Onctueuse et sucrée, elle attire au printemps plusieurs centaines de petites guêpes femelles, écloses dans les figues immangeables que tu as souvent ramassées l’hiver sur le bord des chemins. Ces fruits ne se trompent pas de saison, comme tu as pu le croire. Ce sont ceux des figuiers mâles, les caprifiguiers : aussi durs que les bourses des hommes de vingt ans quand le désir monte le long de leur tige, ils ne sont, (comme les leurs) que pouponnières utiles aux fécondations futures.

Une fois sorties avec effort de leur nid douillet, ces guêpes, aux ailes alourdies du pollen des fleurs de mes homologues masculins, (les mâles dépourvus d’ailes restant prisonniers à l’intérieur des fruits) partent à l’aventure dans le but de trouver un nouvel arbre pour se reproduire. Mais ma vocation, à moi, figuier féminin, n’est pas d’accueillir leurs œufs. Si les cavités odorantes déjà joliment renflées qui abritent mes fleurs les attirent, je suis là pour leur en interdire l’accès. La nature les ayant dotées d’un canal plus long que celui par lequel elles entrent dans les bourses des figuiers mâles, je les laisse seulement badigeonner de leur précieuse substance les bords de mes ostioles tapissées de fleurs femelles. Pollinisées, elles donnent ainsi naissance quelques mois plus tard à ces merveilleuses infrutescences gorgées de sucre et de soleil que tu aimes tant fendre entre tes doigts et savourer à pleine bouche.

 

Cet été, tes mains n’ont déniché sous mes larges feuilles que de rares et pauvres figues. Tu ne manquais pas de t’en plaindre tout haut. « Comme elles sont petites, cette année », disais-tu en attirant mes longues branches jusqu’à la hauteur de tes jeunes bras. J’ai bien vu ta moue désespérée. Ta tristesse m’a d’autant plus bouleversé que je sais une chose : l’année prochaine, tu n’en aurais de toutes façons plus trouvé aucune.

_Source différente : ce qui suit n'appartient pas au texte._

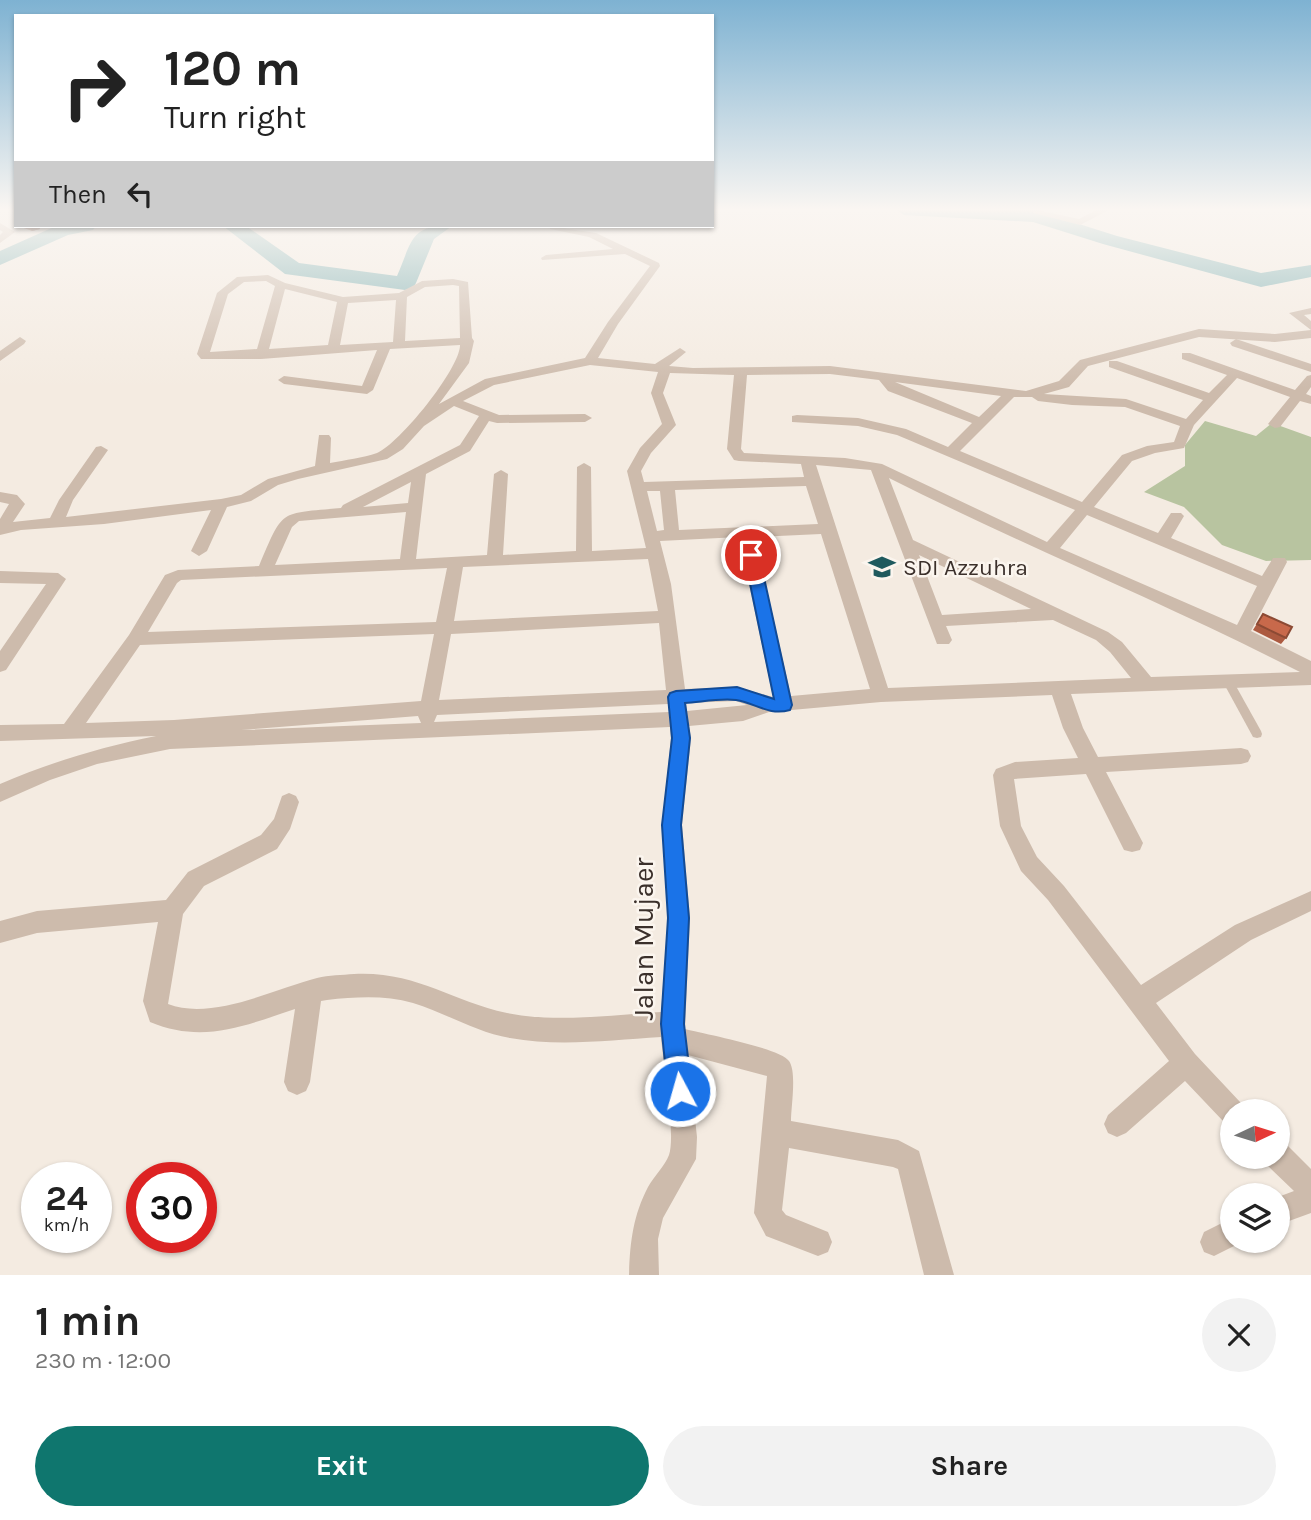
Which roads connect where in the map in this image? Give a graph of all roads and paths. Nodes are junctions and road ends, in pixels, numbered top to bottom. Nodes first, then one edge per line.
1 (653, 268) edge
2 (281, 285) junction
3 (402, 296) junction
4 (343, 300) junction
5 (1311, 311) edge
6 (1310, 333) edge
7 (20, 341) dead end
8 (468, 341) junction
9 (1236, 343) dead end
10 (399, 345) junction
11 (385, 346) junction
12 (333, 350) junction
13 (680, 352) dead end
14 (1311, 354) edge
15 (261, 355) junction
16 (1186, 356) dead end
17 (0, 357) edge
18 (590, 361) junction
19 (463, 363) junction
20 (1113, 364) dead end
21 (1307, 367) edge
22 (661, 370) junction
23 (740, 371) junction
24 (1235, 373) junction
25 (882, 376) junction
26 (1311, 379) edge
27 (284, 380) dead end
28 (466, 393) junction
29 (1018, 394) junction
30 (1304, 397) edge
31 (1211, 398) junction
32 (452, 401) junction
33 (487, 414) junction
34 (585, 418) dead end
35 (797, 419) dead end
36 (981, 422) junction
37 (419, 423) junction
38 (1188, 424) junction
39 (1275, 424) dead end
40 (324, 438) dead end
41 (101, 450) dead end
42 (952, 451) junction
43 (808, 462) junction
44 (584, 467) dead end
45 (877, 467) junction
46 (322, 469) junction
47 (419, 472) junction
48 (502, 474) dead end
49 (812, 481) junction
50 (667, 486) junction
51 (637, 487) junction
52 (0, 498) edge
53 (221, 504) junction
54 (413, 507) junction
55 (1086, 509) junction
56 (341, 512) junction
57 (1176, 516) dead end
58 (56, 522) junction
59 (828, 529) junction
60 (1, 530) edge
61 (746, 532) junction
62 (672, 535) junction
63 (1161, 542) junction
64 (906, 543) junction
65 (653, 545) junction
66 (1050, 550) junction
67 (199, 551) dead end
68 (584, 558) junction
69 (495, 561) junction
70 (456, 562) junction
71 (1279, 562) dead end
72 (407, 565) junction
73 (264, 572) junction
74 (0, 577) edge
75 (1266, 584) junction
76 (1052, 614) junction
77 (936, 621) junction
78 (671, 622) junction
79 (446, 628) junction
80 (1241, 635) junction
81 (135, 639) junction
82 (943, 640) dead end
83 (0, 665) edge
84 (1311, 669) edge
85 (1311, 678) edge
86 (1228, 682) junction
87 (1147, 685) junction
88 (1059, 688) junction
89 (881, 695) junction
90 (680, 704) junction
91 (776, 705) junction
92 (429, 708) junction
93 (71, 729) junction
94 (425, 729) junction
95 (0, 733) edge
96 (1257, 734) dead end
97 (172, 735) junction
98 (1241, 756) dead end
99 (1093, 765) junction
100 (0, 793) edge
101 (289, 802) dead end
102 (1132, 843) dead end
103 (1311, 901) edge
104 (172, 910) junction
105 (0, 932) edge
106 (310, 992) junction
107 (1139, 1001) junction
108 (673, 1032) junction
109 (1186, 1063) junction
110 (297, 1082) dead end
111 (1220, 1099) edge
112 (1118, 1124) dead end
113 (777, 1132) junction
114 (1290, 1168) edge
115 (1311, 1188) edge
116 (1311, 1199) edge
117 (1290, 1207) edge
118 (818, 1242) dead end
119 (644, 1275) edge
120 (939, 1275) edge

1 - 18 street
2 - 4 street
2 - 15 street
2 - 15 street
3 - 4 street
3 - 8 street
3 - 10 street
4 - 12 street
5 - 6 street
6 - 29 street
7 - 17 street
8 - 10 street
8 - 19 street
9 - 21 street
10 - 11 street
11 - 12 street
11 - 27 street
12 - 15 street
13 - 22 street
14 - 21 street
16 - 24 street
18 - 22 street
18 - 28 street
19 - 28 street
19 - 37 street
20 - 31 street
22 - 23 street
22 - 51 street
23 - 25 street
23 - 43 street
24 - 30 street
24 - 31 street
25 - 29 street
25 - 36 street
26 - 30 street
28 - 32 street
29 - 36 street
29 - 38 street
30 - 39 street
31 - 38 street
32 - 33 street
32 - 37 street
33 - 34 street
33 - 47 street
35 - 42 street
36 - 42 street
37 - 46 street
38 - 55 street
40 - 46 street
41 - 58 street
42 - 55 street
43 - 45 street
43 - 49 street
44 - 68 street
45 - 64 street
45 - 66 street
46 - 53 street
47 - 54 street
47 - 56 street
48 - 69 street
49 - 50 street
49 - 59 street
50 - 51 street
50 - 62 street
51 - 65 street, Jalan Mujaer
52 - 60 street
53 - 58 street
53 - 67 street
54 - 56 street
54 - 72 street
55 - 63 street
55 - 66 street
56 - 73 street
57 - 63 street
58 - 60 street
59 - 61 street
59 - 89 street
61 - 62 street
61 - 91 street
62 - 65 street
63 - 75 street
64 - 76 street
64 - 77 street
65 - 68 street
65 - 78 street, Jalan Mujaer
66 - 80 street
68 - 69 street
69 - 70 street
70 - 72 street
70 - 79 street
71 - 75 street
72 - 73 street
73 - 81 street
74 - 83 street
75 - 80 street
76 - 77 street
76 - 87 street
77 - 82 street
78 - 79 street
78 - 90 street, Jalan Mujaer
79 - 81 street
79 - 92 street
80 - 84 street
81 - 93 street
85 - 86 street
86 - 87 street
86 - 96 lane
87 - 88 street
88 - 89 street
88 - 99 street
89 - 91 street
90 - 91 street
90 - 92 street
90 - 94 street
90 - 108 street, Jalan Mujaer
92 - 94 street
92 - 97 street
93 - 95 street
93 - 97 street
94 - 97 street
97 - 100 street
98 - 99 street
99 - 102 street
99 - 107 street
101 - 104 street
103 - 107 street
104 - 105 street
104 - 106 street
106 - 108 street
106 - 110 street
107 - 109 street
108 - 113 street
108 - 119 street, Jalan Mujaer
109 - 111 street
109 - 112 street
113 - 118 street
113 - 120 street
114 - 115 street
116 - 117 street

La faute à qui ? Aux hommes ! Aux insecticides qu’ils achètent et qui tuent les guêpes chargées de féconder mes invisibles fleurs ! Pour l’instant, ils rougissent de plaisir devant l’incroyable taille de leurs tomates, les idiots ! Mais ils feraient mieux d’ouvrir leurs oreilles pour écouter le silence dans lequel la vallée sombre progressivement. Les guêpes se raréfient. Les femelles aujourd’hui tombent comme des mouches, à peine sorties à l’air libre.

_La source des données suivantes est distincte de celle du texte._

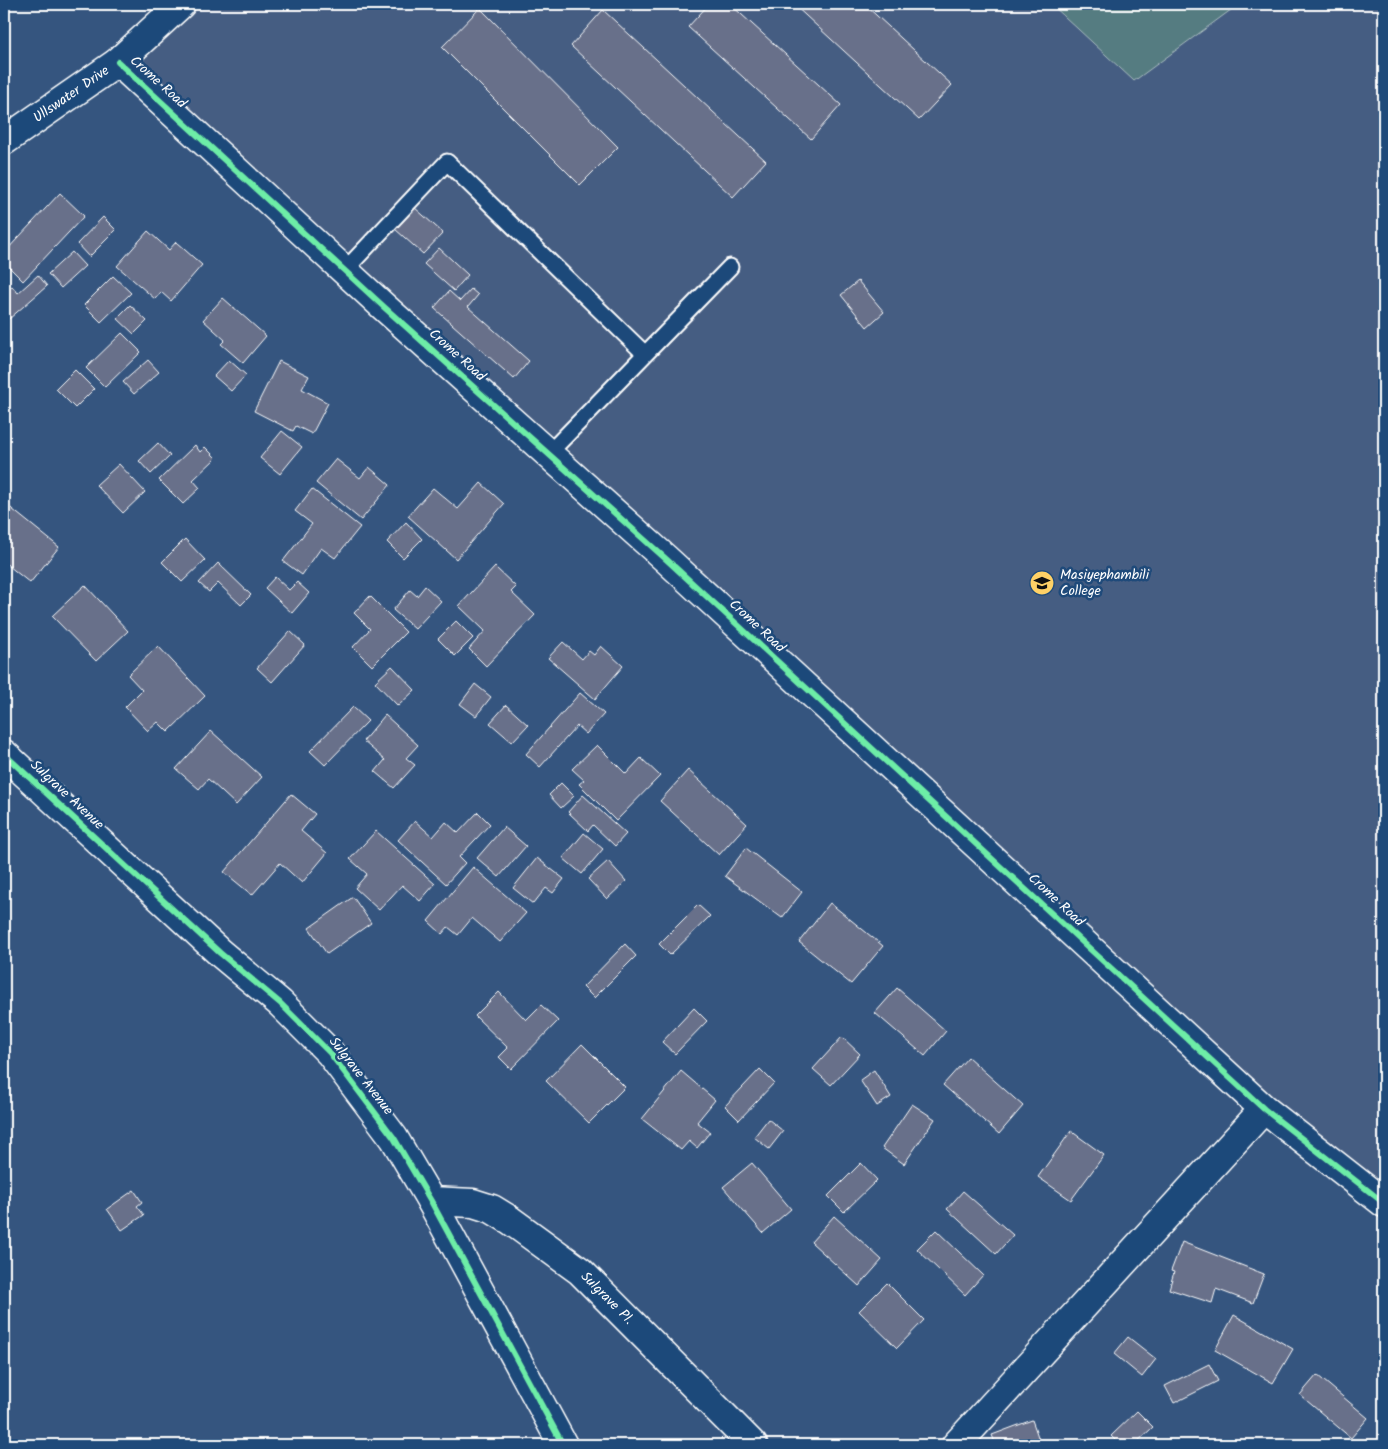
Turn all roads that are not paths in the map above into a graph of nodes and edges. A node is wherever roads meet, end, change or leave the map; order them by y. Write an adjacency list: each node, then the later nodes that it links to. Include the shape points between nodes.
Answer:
1 (182, 4): 2 (street, Ullswater Drive)
2 (118, 62): 3 (street, Ullswater Drive); 5 (street, Crome Road)
3 (4, 141)
4 (730, 267): 6 (lane)
5 (345, 270): 6 (lane, via 447,162); 7 (street, Crome Road)
6 (645, 354): 7 (lane)
7 (548, 454): 9 (street, Crome Road)
8 (4, 754): 10 (street, Sulgrave Avenue, via 220,953 280,1003 330,1053 394,1138)
9 (1264, 1109): 11 (street, Crome Road); 14 (street)
10 (431, 1201): 12 (street, Sulgrave Pl., via 474,1203 492,1209 580,1271); 13 (street, Sulgrave Avenue)
11 (1384, 1203)
12 (744, 1443)
13 (563, 1445)
14 (956, 1445)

Cette nuit, je me suis laissé abattre par le vent. Car à quoi bon continuer de vivre, si je ne peux plus remplir avec la générosité qui me caractérise les paniers que tu m’apportes, Lesia ? Disjointe de mes partenaires inconnus, hébergeurs de la guêpe chatouilleuse qui féconde mes filles fleurs, je n’en éprouve plus aucun plaisir.

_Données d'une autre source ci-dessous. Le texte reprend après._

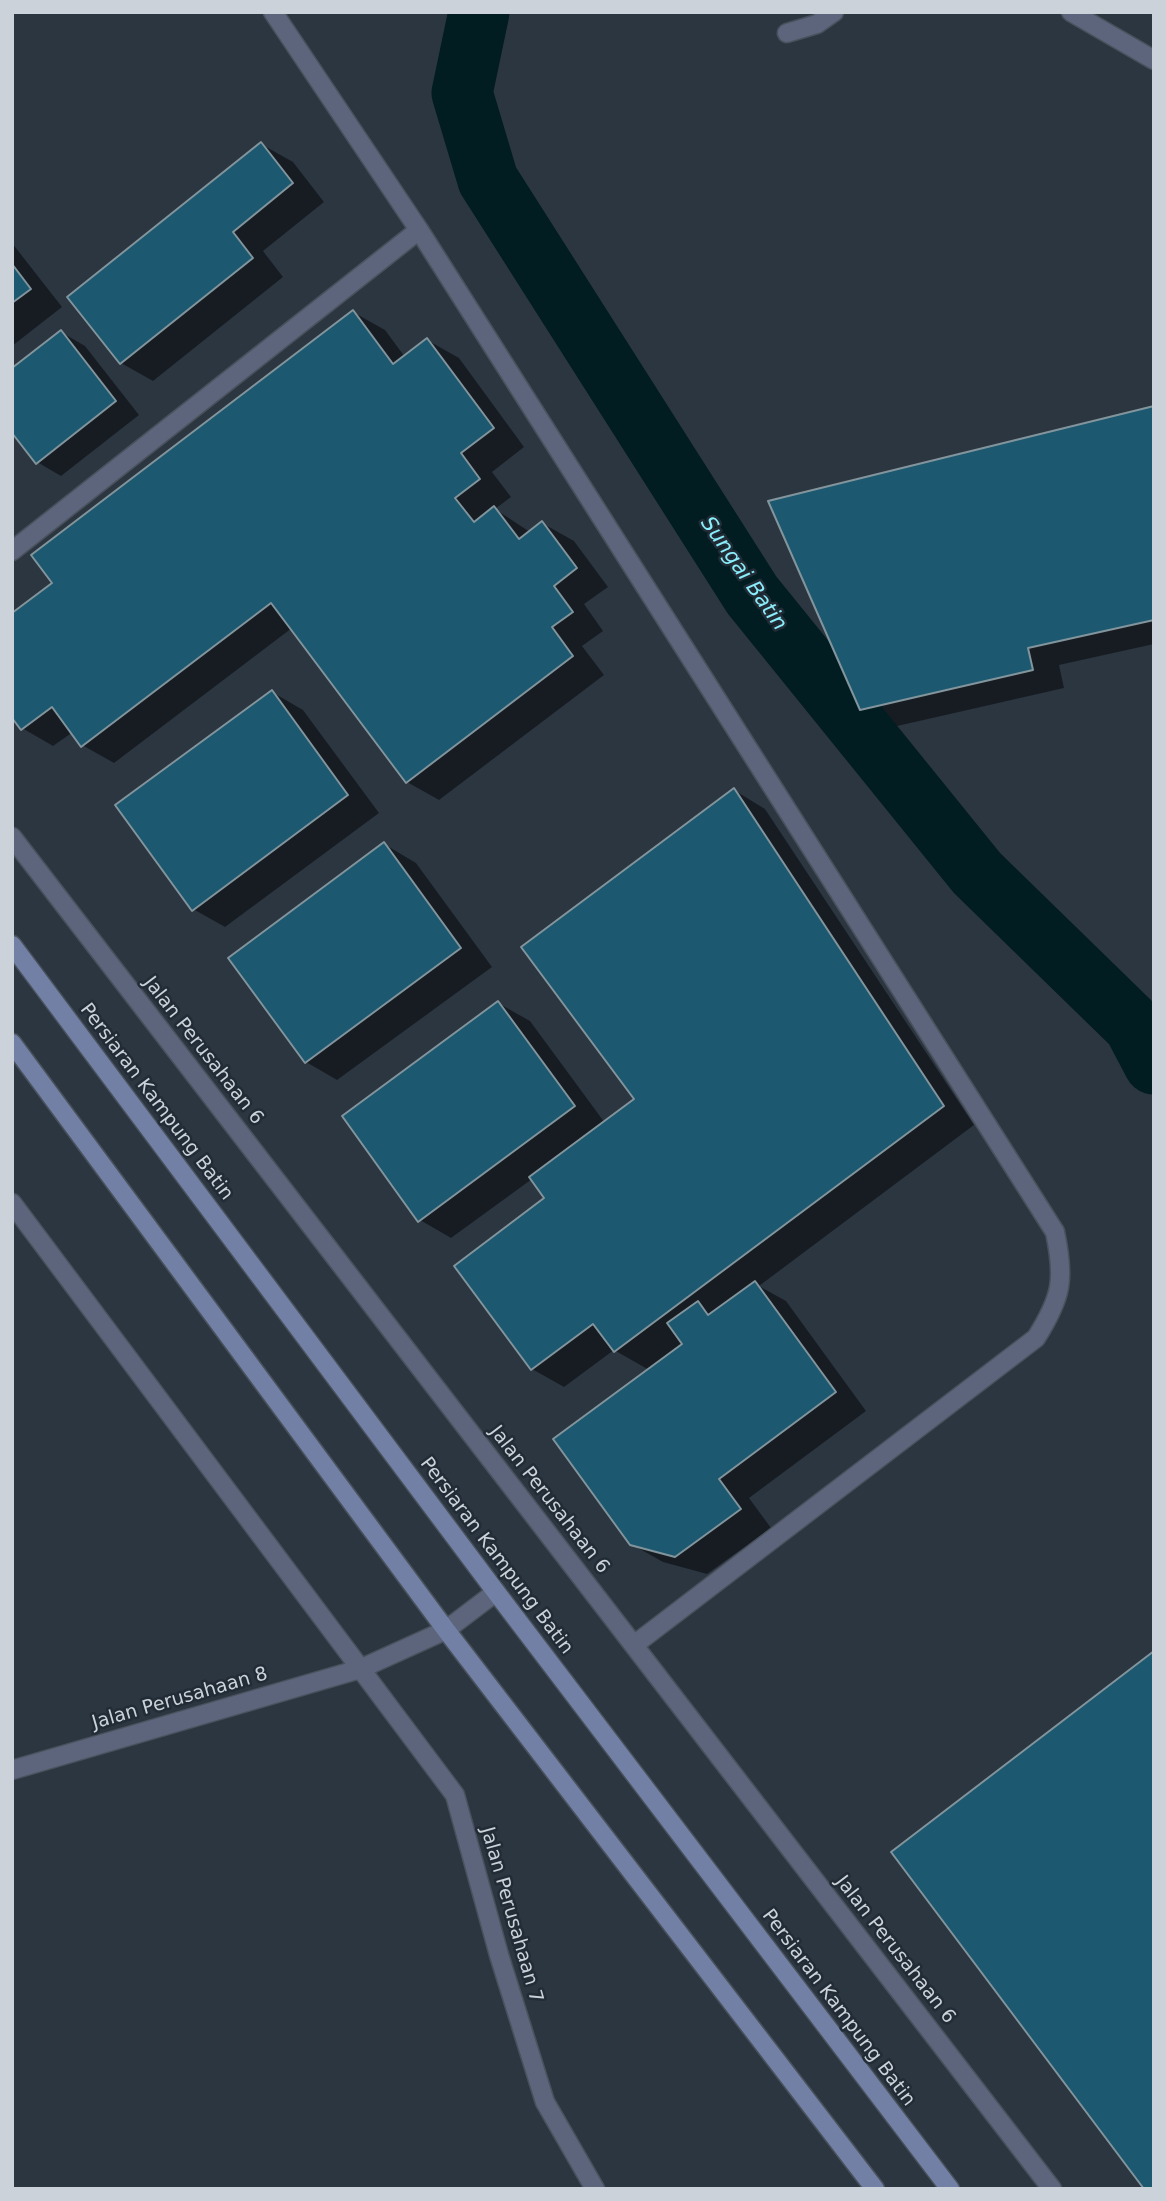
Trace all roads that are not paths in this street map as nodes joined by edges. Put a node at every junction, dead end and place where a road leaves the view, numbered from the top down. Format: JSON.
{"nodes":[{"id":1,"x":273,"y":12,"type":"edge"},
{"id":2,"x":834,"y":12,"type":"edge"},
{"id":3,"x":1071,"y":12,"type":"edge"},
{"id":4,"x":787,"y":33,"type":"dead end"},
{"id":5,"x":1154,"y":60,"type":"edge"},
{"id":6,"x":419,"y":230,"type":"junction"},
{"id":7,"x":12,"y":551,"type":"edge"},
{"id":8,"x":12,"y":837,"type":"edge"},
{"id":9,"x":12,"y":945,"type":"edge"},
{"id":10,"x":12,"y":1043,"type":"edge"},
{"id":11,"x":12,"y":1203,"type":"edge"},
{"id":12,"x":496,"y":1592,"type":"junction"},
{"id":13,"x":446,"y":1630,"type":"junction"},
{"id":14,"x":634,"y":1645,"type":"junction"},
{"id":15,"x":359,"y":1669,"type":"junction"},
{"id":16,"x":12,"y":1770,"type":"edge"},
{"id":17,"x":595,"y":2189,"type":"edge"},
{"id":18,"x":875,"y":2189,"type":"edge"},
{"id":19,"x":950,"y":2189,"type":"edge"},
{"id":20,"x":1052,"y":2189,"type":"edge"}],
"edges":[{"from":1,"to":6,"type":"street"},
{"from":2,"to":4,"type":"street"},
{"from":3,"to":5,"type":"street"},
{"from":6,"to":7,"type":"street"},
{"from":6,"to":14,"type":"street"},
{"from":8,"to":14,"type":"street","name":"Jalan Perusahaan 6"},
{"from":9,"to":12,"type":"street","name":"Persiaran Kampung Batin"},
{"from":10,"to":13,"type":"street"},
{"from":11,"to":15,"type":"street","name":"Jalan Perusahaan 7"},
{"from":12,"to":13,"type":"street","name":"Jalan Perusahaan 8"},
{"from":12,"to":19,"type":"street","name":"Persiaran Kampung Batin"},
{"from":13,"to":15,"type":"street","name":"Jalan Perusahaan 8"},
{"from":13,"to":18,"type":"street"},
{"from":14,"to":20,"type":"street","name":"Jalan Perusahaan 6"},
{"from":15,"to":16,"type":"street","name":"Jalan Perusahaan 8"},
{"from":15,"to":17,"type":"street","name":"Jalan Perusahaan 7"}]}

J’ai toujours veillé à ce que les femmes de cette maison écrivent leur arbre généalogique au féminin, en ne gardant près d’elles que leurs filles. Leurs enfants de sexe masculin ont toujours essaimé ailleurs, heureux de butiner des femelles en des lieux plus souriants et moins venteux pour héberger leur nouvelle progéniture. Le tendre tissu bleu moiré de la mer est tendu devant les fenêtres de vos chambres nuptiales pour donner des ailes à vos garçons, (et parfois même à vos maris) ! Et tu es la dernière…

 

Maintenant que tu sais tout de mes mystérieuses fécondations, essaime mon histoire et garde pour toi celle de ta naissance adultère. Elle ne regarde que nous deux. Dis aux hommes, Lesia, crie-leur s’il le faut, que ce qu’ils sont en train de faire est un crime. Détruire l’abondance de cette vallée les mènera à leur perte. Je compte sur toi.

Dès le printemps prochain, je te le promets, tu verras surgir là où j’ai si longtemps vécu, les premiers rameaux du nouveau figuier de Casalta. À toi de veiller à lui procurer les caresses ailées dont il aura besoin pour t’offrir les riches saveurs de nouveaux fruits que tu partageras, je l’espère, avec l’un de tes amants.